Através destes livros ficamos a conhecer melhor a vida, a actividade, a forma de organização e de funcionamento do PCP, em particular no que se refere ao período e às actividades em que o Raimundo esteve mais envolvido e exerceu maiores responsabilidades. E ficamos a conhecer também melhor o seu autor.
Estamos portanto perante livros úteis, bem escritos e que dão prazer ler.
O livro que hoje aqui é lançado constitui, como é dito na sua contracapa, «o relato do debate político, em particular nas reuniões do comité central, que acompanhou a maior crise do PCP depois do 25 de Abril de 1974. É também um testemunho da perturbação e das reacções que ele provocou na direcção deste partido». O livro permite-nos, portanto, conhecer melhor a génese e a evolução das principais dissidências internas, depois do 25 de Abril, de um partido que teve, sem qualquer dúvida, um papel determinante na dura luta contra o fascismo e na implantação da democracia em Portugal.
Assim, o livro começa por nos descrever a evolução da situação do PCP entre 1980 e 1990, período em que se revela, cada vez melhor, a incapacidade do PCP em adequar o seu tradicional acervo conceptual a uma realidade em rápida mudança, agravada pela perestroika e glasnost de Gorbachev; descreve o papel e actuação de Álvaro Cunhal e de outros dirigentes partidários nessa evolução; mostra o processo de despertar de consciências ao longo desse período, passando pelas primeiras desafinações no seio do Comité Central até às tomadas de posição do Grupo dos 6 que envolvia Veiga de Oliveira, Vital Moreira, Vitor Louro, Silva Graça, Sousa Marques e Dulce Martins.

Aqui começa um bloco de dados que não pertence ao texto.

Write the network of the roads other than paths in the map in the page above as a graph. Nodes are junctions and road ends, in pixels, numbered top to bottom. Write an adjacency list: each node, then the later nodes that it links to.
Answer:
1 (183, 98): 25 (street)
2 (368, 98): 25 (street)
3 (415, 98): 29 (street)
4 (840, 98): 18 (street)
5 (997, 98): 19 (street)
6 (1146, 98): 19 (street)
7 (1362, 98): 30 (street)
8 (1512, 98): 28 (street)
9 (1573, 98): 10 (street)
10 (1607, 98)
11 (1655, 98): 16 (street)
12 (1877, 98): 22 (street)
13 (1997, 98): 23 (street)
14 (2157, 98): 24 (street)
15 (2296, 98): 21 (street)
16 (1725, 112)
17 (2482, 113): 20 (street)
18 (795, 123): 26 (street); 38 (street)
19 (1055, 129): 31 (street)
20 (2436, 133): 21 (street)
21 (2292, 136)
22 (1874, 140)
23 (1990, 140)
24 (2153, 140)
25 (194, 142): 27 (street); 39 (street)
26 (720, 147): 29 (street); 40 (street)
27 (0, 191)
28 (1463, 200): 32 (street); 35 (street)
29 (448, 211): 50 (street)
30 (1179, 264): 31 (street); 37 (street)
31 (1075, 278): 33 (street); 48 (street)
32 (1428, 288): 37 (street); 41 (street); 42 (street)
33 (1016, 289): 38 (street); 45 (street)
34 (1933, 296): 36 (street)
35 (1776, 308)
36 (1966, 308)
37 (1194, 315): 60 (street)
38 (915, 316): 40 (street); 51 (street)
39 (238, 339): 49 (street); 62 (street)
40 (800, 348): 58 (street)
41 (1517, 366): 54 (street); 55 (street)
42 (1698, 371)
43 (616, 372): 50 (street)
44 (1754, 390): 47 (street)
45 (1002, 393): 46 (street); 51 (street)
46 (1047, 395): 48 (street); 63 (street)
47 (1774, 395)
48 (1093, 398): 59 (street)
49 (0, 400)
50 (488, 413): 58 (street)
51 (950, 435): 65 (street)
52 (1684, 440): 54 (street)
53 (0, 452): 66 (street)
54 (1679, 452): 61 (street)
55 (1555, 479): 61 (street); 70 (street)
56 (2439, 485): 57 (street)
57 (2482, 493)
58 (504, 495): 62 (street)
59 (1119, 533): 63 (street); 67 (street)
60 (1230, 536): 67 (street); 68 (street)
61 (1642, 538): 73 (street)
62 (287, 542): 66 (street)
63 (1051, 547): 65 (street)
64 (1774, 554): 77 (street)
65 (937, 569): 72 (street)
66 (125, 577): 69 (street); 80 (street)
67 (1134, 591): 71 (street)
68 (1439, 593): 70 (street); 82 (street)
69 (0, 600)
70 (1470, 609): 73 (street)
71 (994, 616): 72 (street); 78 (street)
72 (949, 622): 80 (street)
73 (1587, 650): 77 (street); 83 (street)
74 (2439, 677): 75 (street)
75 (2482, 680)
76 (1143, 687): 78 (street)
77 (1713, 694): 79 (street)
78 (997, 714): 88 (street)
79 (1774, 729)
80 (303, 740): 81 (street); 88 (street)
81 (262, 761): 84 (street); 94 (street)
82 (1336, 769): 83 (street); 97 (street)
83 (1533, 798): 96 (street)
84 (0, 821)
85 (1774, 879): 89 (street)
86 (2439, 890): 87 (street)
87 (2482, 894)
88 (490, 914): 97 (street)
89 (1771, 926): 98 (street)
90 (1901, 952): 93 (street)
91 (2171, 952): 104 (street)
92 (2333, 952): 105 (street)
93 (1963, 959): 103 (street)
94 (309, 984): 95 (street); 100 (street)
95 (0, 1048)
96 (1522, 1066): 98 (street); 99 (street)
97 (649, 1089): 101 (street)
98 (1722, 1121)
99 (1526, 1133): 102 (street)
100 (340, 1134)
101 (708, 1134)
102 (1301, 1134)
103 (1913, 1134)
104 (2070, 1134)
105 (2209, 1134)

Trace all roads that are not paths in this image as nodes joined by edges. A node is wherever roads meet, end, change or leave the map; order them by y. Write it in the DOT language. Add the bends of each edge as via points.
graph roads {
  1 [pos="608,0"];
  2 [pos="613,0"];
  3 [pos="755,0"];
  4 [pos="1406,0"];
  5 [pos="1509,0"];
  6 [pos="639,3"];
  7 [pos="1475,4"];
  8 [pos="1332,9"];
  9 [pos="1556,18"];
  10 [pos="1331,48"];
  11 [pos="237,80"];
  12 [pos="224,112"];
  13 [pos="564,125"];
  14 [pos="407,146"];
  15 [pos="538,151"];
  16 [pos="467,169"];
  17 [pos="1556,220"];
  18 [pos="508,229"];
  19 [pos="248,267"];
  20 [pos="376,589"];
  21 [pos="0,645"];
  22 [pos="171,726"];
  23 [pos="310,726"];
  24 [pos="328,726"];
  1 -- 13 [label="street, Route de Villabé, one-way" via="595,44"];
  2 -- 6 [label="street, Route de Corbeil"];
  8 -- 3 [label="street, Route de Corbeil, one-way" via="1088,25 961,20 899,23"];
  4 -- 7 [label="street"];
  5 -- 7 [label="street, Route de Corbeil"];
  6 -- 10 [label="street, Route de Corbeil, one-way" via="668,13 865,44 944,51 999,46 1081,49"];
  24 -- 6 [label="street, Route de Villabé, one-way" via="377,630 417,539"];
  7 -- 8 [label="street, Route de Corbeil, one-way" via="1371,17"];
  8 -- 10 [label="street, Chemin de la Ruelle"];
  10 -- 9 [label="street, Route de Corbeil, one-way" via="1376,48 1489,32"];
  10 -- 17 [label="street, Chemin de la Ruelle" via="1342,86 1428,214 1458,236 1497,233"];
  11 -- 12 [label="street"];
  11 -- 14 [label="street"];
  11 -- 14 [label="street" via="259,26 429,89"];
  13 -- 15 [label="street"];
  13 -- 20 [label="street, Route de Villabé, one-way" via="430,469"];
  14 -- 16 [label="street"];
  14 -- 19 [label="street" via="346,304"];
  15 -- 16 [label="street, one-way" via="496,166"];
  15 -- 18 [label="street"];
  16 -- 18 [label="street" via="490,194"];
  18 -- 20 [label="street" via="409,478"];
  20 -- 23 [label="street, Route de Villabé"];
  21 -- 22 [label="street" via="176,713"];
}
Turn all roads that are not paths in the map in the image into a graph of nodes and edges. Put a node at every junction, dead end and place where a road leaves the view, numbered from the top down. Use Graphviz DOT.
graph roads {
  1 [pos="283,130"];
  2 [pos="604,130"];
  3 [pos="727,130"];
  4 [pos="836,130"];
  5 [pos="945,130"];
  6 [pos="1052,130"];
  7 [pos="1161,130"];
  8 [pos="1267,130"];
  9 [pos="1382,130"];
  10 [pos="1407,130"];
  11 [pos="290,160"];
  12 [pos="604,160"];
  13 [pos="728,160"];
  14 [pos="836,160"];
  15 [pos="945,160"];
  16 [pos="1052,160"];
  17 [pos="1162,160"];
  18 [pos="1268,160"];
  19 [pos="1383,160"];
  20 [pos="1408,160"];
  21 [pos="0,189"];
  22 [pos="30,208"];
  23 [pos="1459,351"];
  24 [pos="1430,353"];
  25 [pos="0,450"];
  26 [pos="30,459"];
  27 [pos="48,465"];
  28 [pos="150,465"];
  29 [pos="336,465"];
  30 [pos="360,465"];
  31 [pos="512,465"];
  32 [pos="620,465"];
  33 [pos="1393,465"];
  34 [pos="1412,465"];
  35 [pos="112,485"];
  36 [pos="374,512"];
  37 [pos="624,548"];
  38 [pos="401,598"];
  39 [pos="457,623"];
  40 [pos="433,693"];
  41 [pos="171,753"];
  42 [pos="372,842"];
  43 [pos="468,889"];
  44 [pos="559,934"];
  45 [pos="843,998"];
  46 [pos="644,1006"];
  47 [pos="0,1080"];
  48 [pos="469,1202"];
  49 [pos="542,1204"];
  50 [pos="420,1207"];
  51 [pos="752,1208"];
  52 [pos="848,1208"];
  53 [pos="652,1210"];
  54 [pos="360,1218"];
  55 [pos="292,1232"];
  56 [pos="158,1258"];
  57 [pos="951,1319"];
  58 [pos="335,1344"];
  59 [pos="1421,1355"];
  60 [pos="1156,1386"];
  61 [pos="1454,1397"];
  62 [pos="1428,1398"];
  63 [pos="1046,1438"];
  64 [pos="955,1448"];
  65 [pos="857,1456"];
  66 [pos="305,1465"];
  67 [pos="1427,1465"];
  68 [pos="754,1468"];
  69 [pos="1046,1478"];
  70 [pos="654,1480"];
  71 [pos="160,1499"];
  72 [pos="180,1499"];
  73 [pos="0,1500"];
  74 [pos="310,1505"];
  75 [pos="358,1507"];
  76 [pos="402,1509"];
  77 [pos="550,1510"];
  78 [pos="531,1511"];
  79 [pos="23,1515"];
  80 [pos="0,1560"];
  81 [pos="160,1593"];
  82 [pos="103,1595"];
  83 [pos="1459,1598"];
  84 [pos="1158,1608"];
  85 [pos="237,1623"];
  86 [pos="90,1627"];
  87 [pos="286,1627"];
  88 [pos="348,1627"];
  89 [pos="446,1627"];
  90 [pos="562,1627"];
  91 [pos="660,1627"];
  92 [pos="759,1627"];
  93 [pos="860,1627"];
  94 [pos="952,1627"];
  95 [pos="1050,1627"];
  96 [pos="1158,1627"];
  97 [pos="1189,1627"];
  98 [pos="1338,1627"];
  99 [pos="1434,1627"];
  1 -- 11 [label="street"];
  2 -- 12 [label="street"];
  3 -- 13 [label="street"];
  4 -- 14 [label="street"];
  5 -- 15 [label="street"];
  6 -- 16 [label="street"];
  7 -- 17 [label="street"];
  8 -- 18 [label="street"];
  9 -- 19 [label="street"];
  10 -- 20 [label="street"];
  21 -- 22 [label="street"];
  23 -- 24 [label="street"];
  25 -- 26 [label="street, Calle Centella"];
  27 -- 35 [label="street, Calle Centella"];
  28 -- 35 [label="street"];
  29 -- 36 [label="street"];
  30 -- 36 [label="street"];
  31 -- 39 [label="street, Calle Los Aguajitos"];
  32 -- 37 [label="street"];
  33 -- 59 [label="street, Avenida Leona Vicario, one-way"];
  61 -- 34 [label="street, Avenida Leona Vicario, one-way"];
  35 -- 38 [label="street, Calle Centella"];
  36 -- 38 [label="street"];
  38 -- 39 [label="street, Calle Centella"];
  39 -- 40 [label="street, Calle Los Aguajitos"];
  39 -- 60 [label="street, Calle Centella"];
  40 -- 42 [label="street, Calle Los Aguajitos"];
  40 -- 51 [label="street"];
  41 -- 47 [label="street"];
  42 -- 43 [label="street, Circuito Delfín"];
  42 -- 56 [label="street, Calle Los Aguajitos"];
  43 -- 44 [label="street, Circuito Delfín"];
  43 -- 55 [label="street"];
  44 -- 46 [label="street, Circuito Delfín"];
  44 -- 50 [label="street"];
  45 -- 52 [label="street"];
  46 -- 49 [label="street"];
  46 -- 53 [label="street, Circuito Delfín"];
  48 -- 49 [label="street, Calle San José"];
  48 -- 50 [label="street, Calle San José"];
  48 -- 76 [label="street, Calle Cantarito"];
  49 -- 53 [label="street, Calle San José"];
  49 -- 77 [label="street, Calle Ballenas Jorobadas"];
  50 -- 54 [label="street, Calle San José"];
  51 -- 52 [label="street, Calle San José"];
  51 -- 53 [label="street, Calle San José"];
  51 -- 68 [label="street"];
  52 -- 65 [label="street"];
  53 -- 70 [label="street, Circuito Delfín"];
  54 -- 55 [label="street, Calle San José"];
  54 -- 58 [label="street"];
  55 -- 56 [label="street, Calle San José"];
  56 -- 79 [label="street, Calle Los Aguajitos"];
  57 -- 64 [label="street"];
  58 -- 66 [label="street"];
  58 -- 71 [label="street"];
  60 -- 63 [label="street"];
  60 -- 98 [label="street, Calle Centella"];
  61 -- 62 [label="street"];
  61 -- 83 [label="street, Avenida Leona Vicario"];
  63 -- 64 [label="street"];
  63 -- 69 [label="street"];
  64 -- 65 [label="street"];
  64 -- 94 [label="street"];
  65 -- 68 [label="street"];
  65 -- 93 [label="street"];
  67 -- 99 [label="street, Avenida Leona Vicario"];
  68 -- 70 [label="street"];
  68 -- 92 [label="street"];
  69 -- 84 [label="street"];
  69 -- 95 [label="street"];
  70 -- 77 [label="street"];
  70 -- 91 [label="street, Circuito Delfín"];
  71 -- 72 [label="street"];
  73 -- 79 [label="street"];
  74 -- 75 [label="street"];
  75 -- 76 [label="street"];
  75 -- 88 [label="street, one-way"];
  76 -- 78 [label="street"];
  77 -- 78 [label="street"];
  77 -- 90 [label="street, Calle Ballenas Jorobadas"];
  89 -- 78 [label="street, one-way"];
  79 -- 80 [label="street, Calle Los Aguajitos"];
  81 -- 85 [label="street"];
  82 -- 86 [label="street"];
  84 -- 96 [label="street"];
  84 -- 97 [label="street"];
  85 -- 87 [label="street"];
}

O livro passa depois a descrever o processo de separação das águas dentro do Comité Central, resultante da afirmação e explicitação das divergências, o processo Zita Seabra, o surgimento e desenvolvimento do movimento da terceira via tendo como motivação directa a marcação da data de realização e a definição da forma de organização e funcionamento do XII Congresso do PCP. O livro evidencia os objectivos centrais dos dissidentes, de reformar o partido por dentro, designadamente a partir do seu Comité Central, destacando o papel de Barros Moura, José Luís Judas, Pina Moura, António Graça, Vitor Neto, Fernando Castro e muitos outros, grande parte dos quais aqui presentes, nesse período.
O livro descreve também as consequências destes acontecimentos, traduzidas pela saída e abandono de inúmeros funcionários, quadros e militantes do partido, e a radicação da consciência da impossibilidade de reformar o PCP por dentro.
Refere-se ainda o percurso seguido por muitos destes ex-militantes e também por muitos ainda militantes que se vieram a envolver na criação, em 1990, e na actividade do INES-Instituto Nacional de Estudos Sociais que teve grande impacte mediático e que promoveu diversas conferências e debates durante o período de desagregação final da ex-URSS, agora já com o objectivo de provocar a reforma do PCP, não por dentro mas por fora.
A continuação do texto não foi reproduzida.